X: I said no such thing! I never gave you such orders. Have you been sniffing diesel oil, again?
Prez: Of course not! …. Okay, once. Alright, I only do it occasionally…. after meals, and that’s it!
X: Holy motherboard! I knew it! Alright, why don’t you meet with Sheehan? I think that’ll take some pressure off you and it’ll please the public.
Prez: No I can’t. I have to get on with my life. I support her right to protest but I can’t support her right to confront me face-to-face. That’s asking way too much, plus I haven’t a clue what to say to her.
X: So what in the name of all that is Holy, are you going to do?! The majority of the world population detests you. They are remote tribes in the Amazon rainforest, completely untouched by civilization, who vomit violently at the sound of your name because they hate your guts so much.
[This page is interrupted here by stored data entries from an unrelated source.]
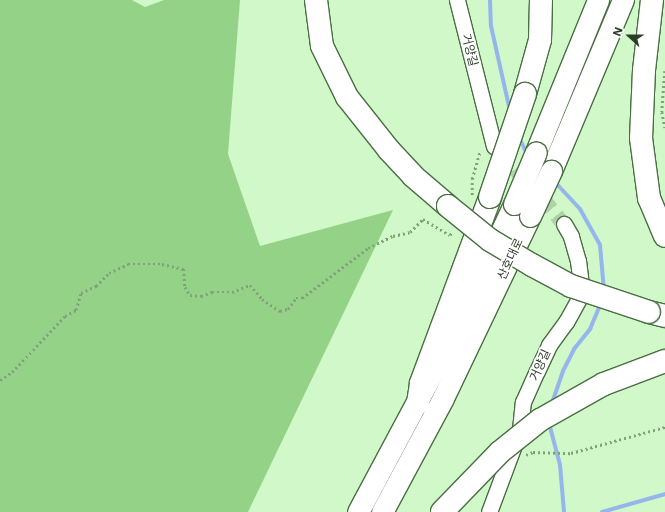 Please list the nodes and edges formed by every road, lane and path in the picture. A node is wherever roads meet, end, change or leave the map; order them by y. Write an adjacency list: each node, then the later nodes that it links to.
1 (316, 0): 11 (highway)
2 (326, 0): 11 (highway)
3 (457, 0): 10 (street, 거양길)
4 (541, 0): 11 (highway, bridge)
5 (598, 0): 12 (street, 산호대로, bridge)
6 (624, 0): 12 (street, 산호대로, bridge)
7 (652, 0): 15 (highway)
8 (665, 71): 9 (path)
9 (665, 128)
10 (487, 146): 11 (path)
11 (466, 200): 16 (highway, bridge); 19 (highway)
12 (522, 210): 19 (street, 산호대로); 23 (street, 산호대로)
13 (564, 224): 25 (street, 거양길)
14 (453, 229): 18 (path)
15 (665, 236)
16 (658, 309)
17 (665, 361): 24 (highway, bridge)
18 (0, 380)
19 (418, 403): 22 (street, 산호대로)
20 (665, 427): 21 (path)
21 (533, 452)
22 (358, 512)
23 (382, 512)
24 (442, 512)
25 (489, 512) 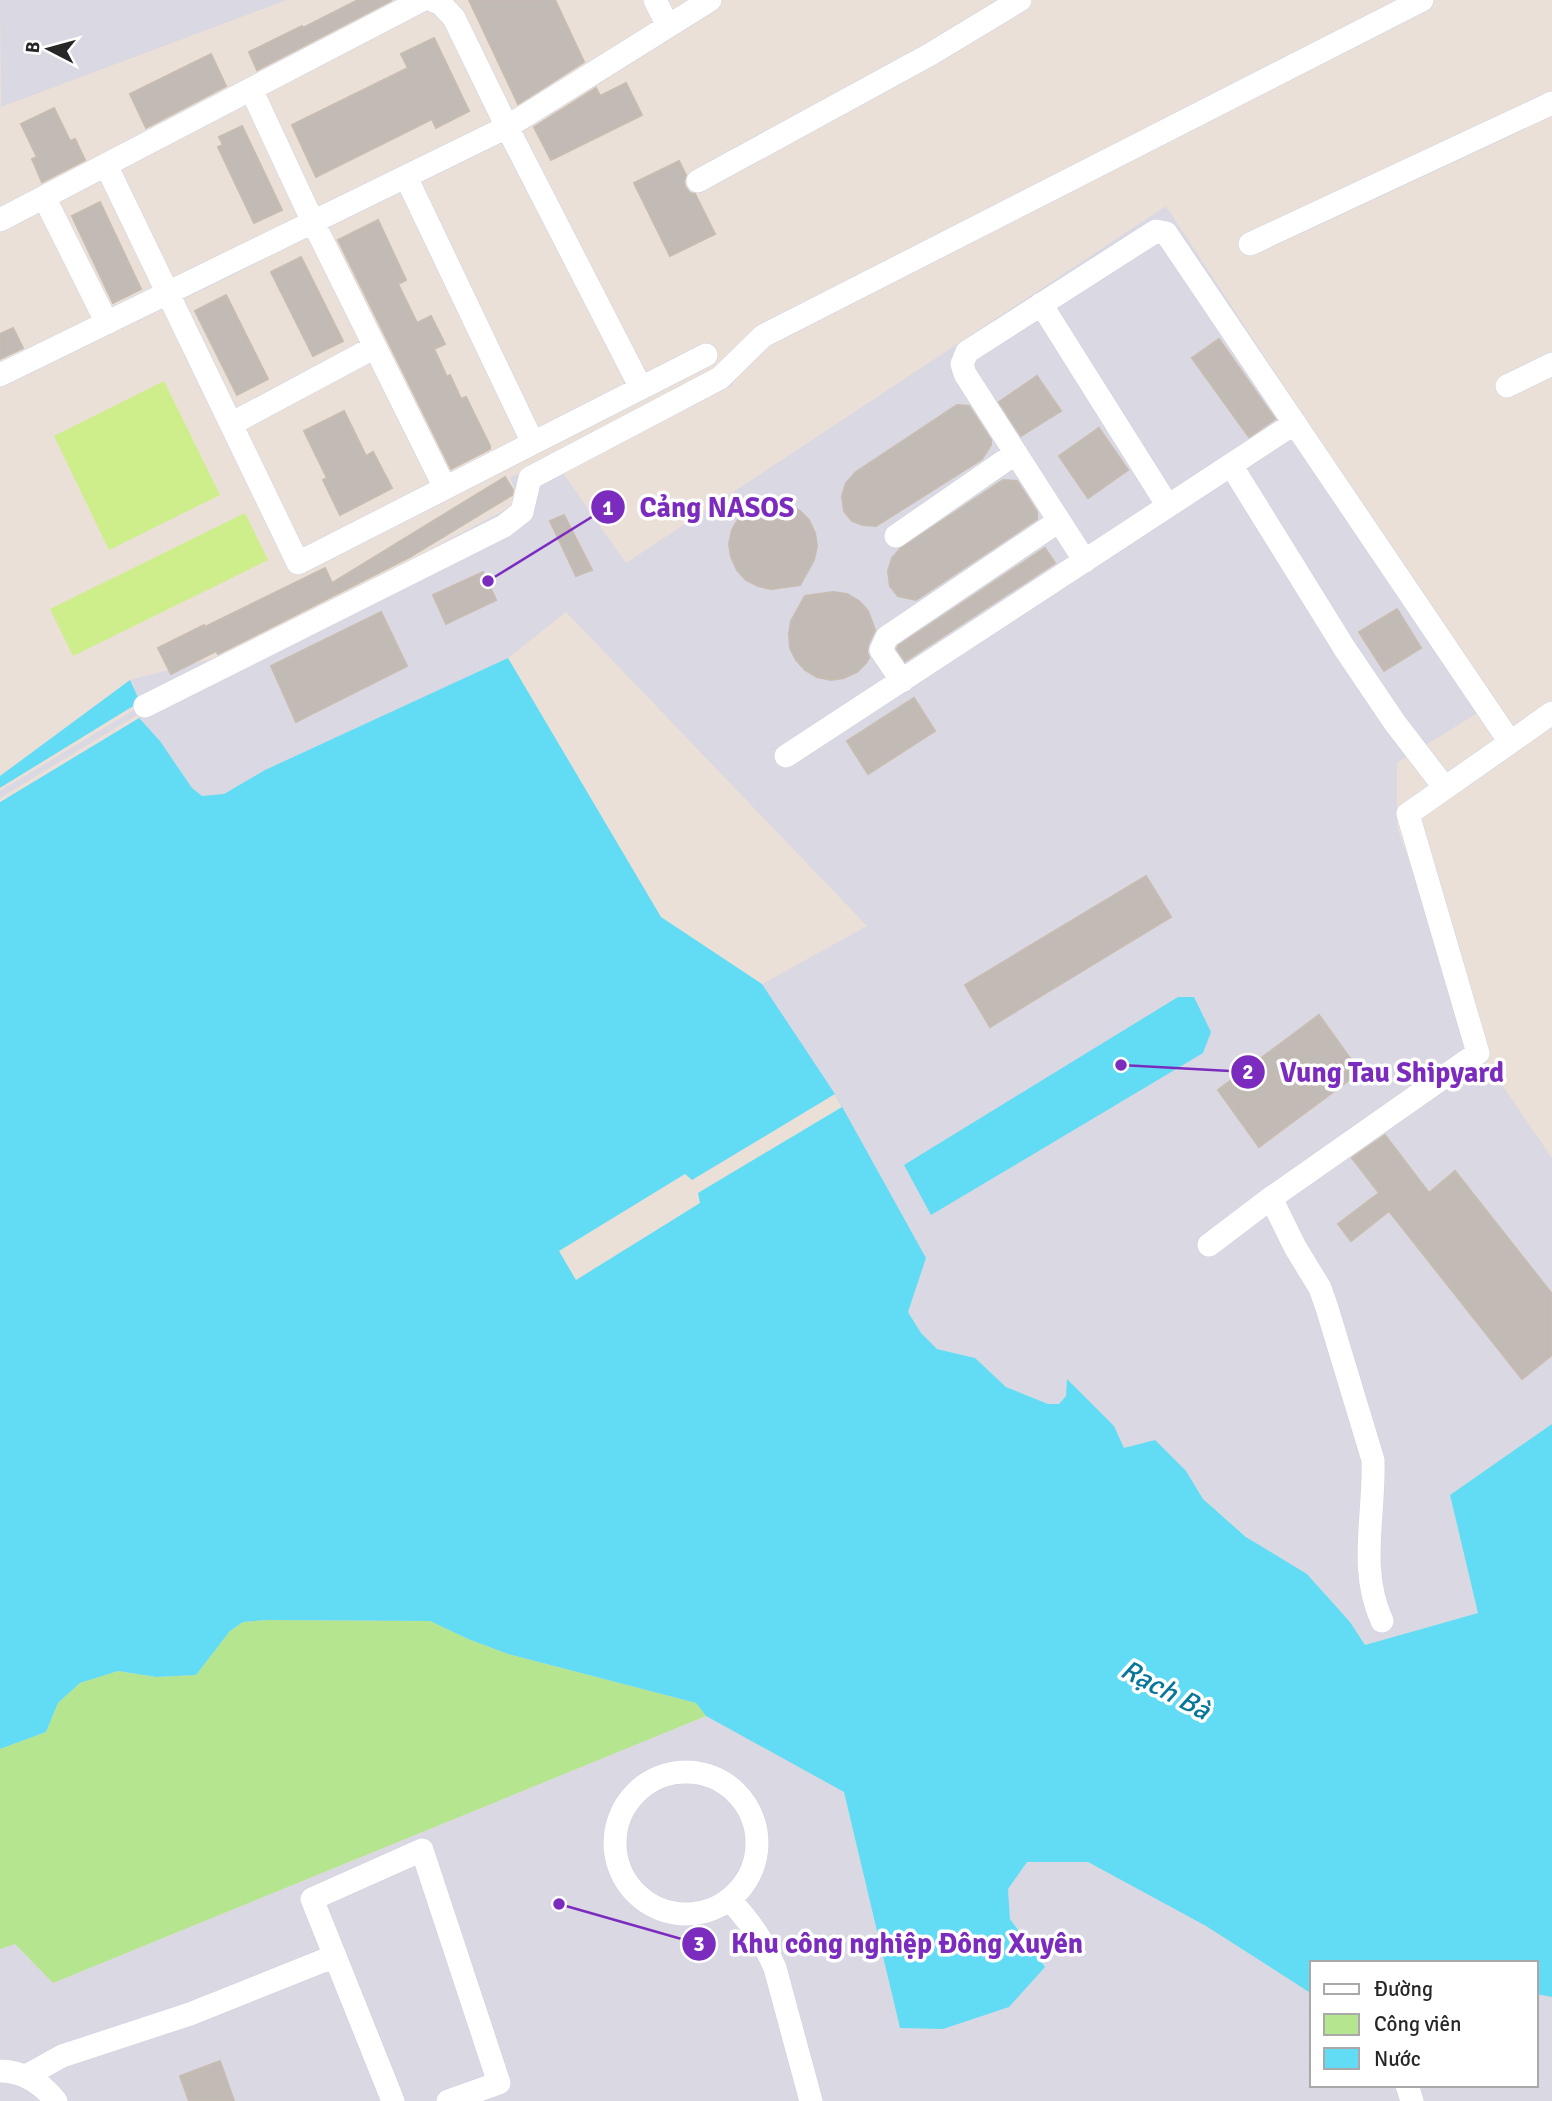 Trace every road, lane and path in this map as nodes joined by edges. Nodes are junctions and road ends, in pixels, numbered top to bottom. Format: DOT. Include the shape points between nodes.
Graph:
graph roads {
  1 [pos="422,0"];
  2 [pos="432,0"];
  3 [pos="655,0"];
  4 [pos="710,0"];
  5 [pos="1020,0"];
  6 [pos="1422,0"];
  7 [pos="668,26"];
  8 [pos="251,89"];
  9 [pos="1552,103"];
  10 [pos="507,128"];
  11 [pos="106,164"];
  12 [pos="406,177"];
  13 [pos="698,181"];
  14 [pos="44,197"];
  15 [pos="0,220"];
  16 [pos="313,222"];
  17 [pos="1250,244"];
  18 [pos="167,293"];
  19 [pos="1041,304"];
  20 [pos="107,323"];
  21 [pos="375,347"];
  22 [pos="706,355"];
  23 [pos="1552,363"];
  24 [pos="0,375"];
  25 [pos="1507,386"];
  26 [pos="641,388"];
  27 [pos="1295,423"];
  28 [pos="231,424"];
  29 [pos="533,443"];
  30 [pos="1016,453"];
  31 [pos="1231,465"];
  32 [pos="445,488"];
  33 [pos="1168,506"];
  34 [pos="1059,522"];
  35 [pos="896,536"];
  36 [pos="1085,561"];
  37 [pos="902,681"];
  38 [pos="145,706"];
  39 [pos="1552,713"];
  40 [pos="1510,742"];
  41 [pos="786,756"];
  42 [pos="1445,788"];
  43 [pos="1271,1198"];
  44 [pos="1209,1245"];
  45 [pos="1382,1621"];
  46 [pos="730,1900"];
  47 [pos="335,1956"];
  48 [pos="0,2071"];
  49 [pos="26,2076"];
  50 [pos="56,2101"];
  51 [pos="393,2101"];
  52 [pos="448,2101"];
  53 [pos="811,2101"];
  1 -- 8 [label="street"];
  2 -- 10 [label="street" via="454,18"];
  3 -- 7 [label="street"];
  4 -- 7 [label="street"];
  5 -- 13 [label="street"];
  6 -- 38 [label="street" via="764,336 720,378 530,478 522,512 504,526"];
  7 -- 10 [label="street"];
  8 -- 11 [label="street"];
  8 -- 16 [label="street"];
  9 -- 17 [label="street"];
  10 -- 12 [label="street"];
  10 -- 26 [label="street"];
  11 -- 14 [label="street"];
  11 -- 18 [label="street"];
  12 -- 16 [label="street"];
  12 -- 29 [label="street"];
  14 -- 15 [label="street"];
  14 -- 20 [label="street"];
  16 -- 18 [label="street"];
  16 -- 21 [label="street"];
  18 -- 20 [label="street"];
  18 -- 28 [label="street"];
  19 -- 27 [label="street" via="1156,231 1166,233"];
  19 -- 30 [label="street" via="967,352 962,364"];
  19 -- 33 [label="street"];
  20 -- 24 [label="street"];
  21 -- 28 [label="street"];
  21 -- 32 [label="street"];
  22 -- 26 [label="street"];
  23 -- 25 [label="street"];
  26 -- 29 [label="street"];
  27 -- 31 [label="street"];
  27 -- 40 [label="street"];
  28 -- 32 [label="street" via="298,563"];
  29 -- 32 [label="street"];
  30 -- 34 [label="street"];
  30 -- 35 [label="street"];
  31 -- 33 [label="street"];
  31 -- 42 [label="street" via="1345,649"];
  33 -- 36 [label="street"];
  34 -- 36 [label="street"];
  34 -- 37 [label="street" via="887,637 881,650"];
  36 -- 37 [label="street"];
  37 -- 41 [label="street"];
  39 -- 40 [label="street"];
  40 -- 42 [label="street"];
  42 -- 43 [label="street" via="1408,814 1478,1053"];
  43 -- 44 [label="street"];
  43 -- 45 [label="street" via="1324,1298 1373,1460 1368,1568"];
  46 -- 46 [label="street" via="703,1913 673,1914 646,1903 625,1882 615,1853 617,1823 631,1797 654,1779 684,1771 713,1776 738,1793 753,1819 757,1849 749,1877"];
  46 -- 53 [label="street" via="750,1922 775,1968"];
  47 -- 49 [label="street" via="190,2014 62,2056"];
  47 -- 51 [label="street"];
  47 -- 52 [label="street" via="312,1899 422,1850 499,2082"];
  48 -- 49 [label="street"];
  49 -- 50 [label="street"];
} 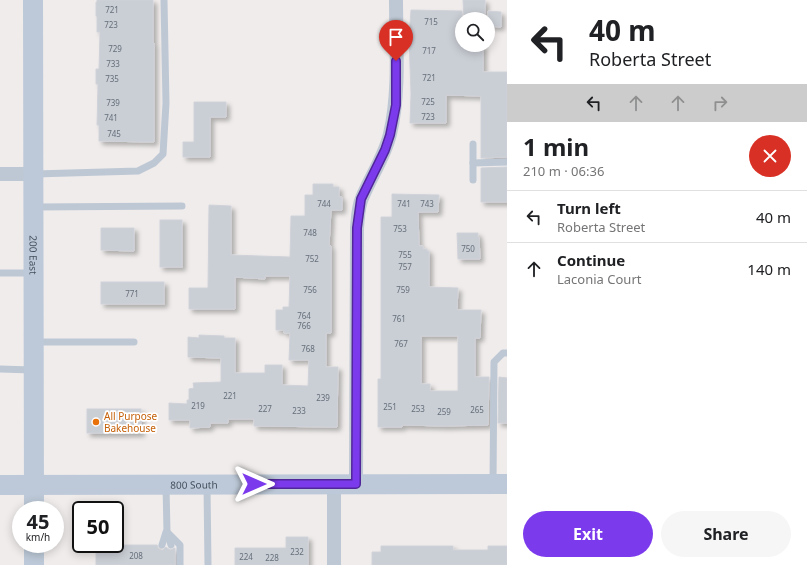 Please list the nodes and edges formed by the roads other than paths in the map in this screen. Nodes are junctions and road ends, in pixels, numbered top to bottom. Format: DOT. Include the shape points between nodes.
graph roads {
  1 [pos="33,0"];
  2 [pos="164,0"];
  3 [pos="396,0"];
  4 [pos="473,144"];
  5 [pos="473,162"];
  6 [pos="507,162"];
  7 [pos="0,174"];
  8 [pos="33,174"];
  9 [pos="473,180"];
  10 [pos="182,206"];
  11 [pos="33,207"];
  12 [pos="0,273"];
  13 [pos="33,273"];
  14 [pos="34,342"];
  15 [pos="134,342"];
  16 [pos="507,353"];
  17 [pos="0,369"];
  18 [pos="34,370"];
  19 [pos="0,484"];
  20 [pos="34,484"];
  21 [pos="166,484"];
  22 [pos="207,484"];
  23 [pos="334,484"];
  24 [pos="356,484"];
  25 [pos="500,484"];
  26 [pos="34,501"];
  27 [pos="166,532"];
  28 [pos="162,545"];
  29 [pos="171,545"];
  30 [pos="34,553"];
  31 [pos="34,565"];
  32 [pos="180,565"];
  33 [pos="208,565"];
  34 [pos="334,565"];
  1 -- 8 [label="street, 200 East"];
  2 -- 8 [label="lane" via="166,103 163,154 154,163 138,171"];
  3 -- 24 [label="street" via="396,105 385,150 361,199 358,213"];
  4 -- 5 [label="lane"];
  5 -- 6 [label="lane"];
  5 -- 9 [label="lane"];
  7 -- 8 [label="street"];
  8 -- 11 [label="street, 200 East"];
  10 -- 11 [label="lane"];
  11 -- 13 [label="street, 200 East"];
  12 -- 13 [label="lane"];
  13 -- 14 [label="street, 200 East"];
  14 -- 15 [label="lane"];
  14 -- 18 [label="street, 200 East"];
  16 -- 25 [label="lane" via="503,353 494,362"];
  17 -- 18 [label="lane"];
  18 -- 20 [label="street, 200 East"];
  19 -- 20 [label="street, 800 South"];
  20 -- 21 [label="street, 800 South"];
  20 -- 26 [label="street, 200 East"];
  21 -- 22 [label="street, 800 South"];
  21 -- 27 [label="lane"];
  22 -- 23 [label="street, 800 South"];
  22 -- 33 [label="lane"];
  23 -- 24 [label="street, 800 South"];
  23 -- 34 [label="street"];
  24 -- 25 [label="street, 800 South"];
  27 -- 28 [label="lane"];
  27 -- 29 [label="lane"];
  27 -- 32 [label="lane" via="180,545"];
  30 -- 31 [label="street"];
}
Prez: But I am doing the Lord’s work, and I don’t care what people think!
X: What ‘Lord’ are you talking about? Lord Mountbatten? Lord Byron? Lord of the Rings? Lord’s Cricket ground….who?
Prez: You Lord, I am talking about you! I know who you are, J.C. You represent the man-upstairs.
X: J.C.?! Holy Valance! I am not J.C. you fool! I am just a voice inside your head.
Prez: What?!!!! You mean you are not James Cameron?!! Oh, sh*t!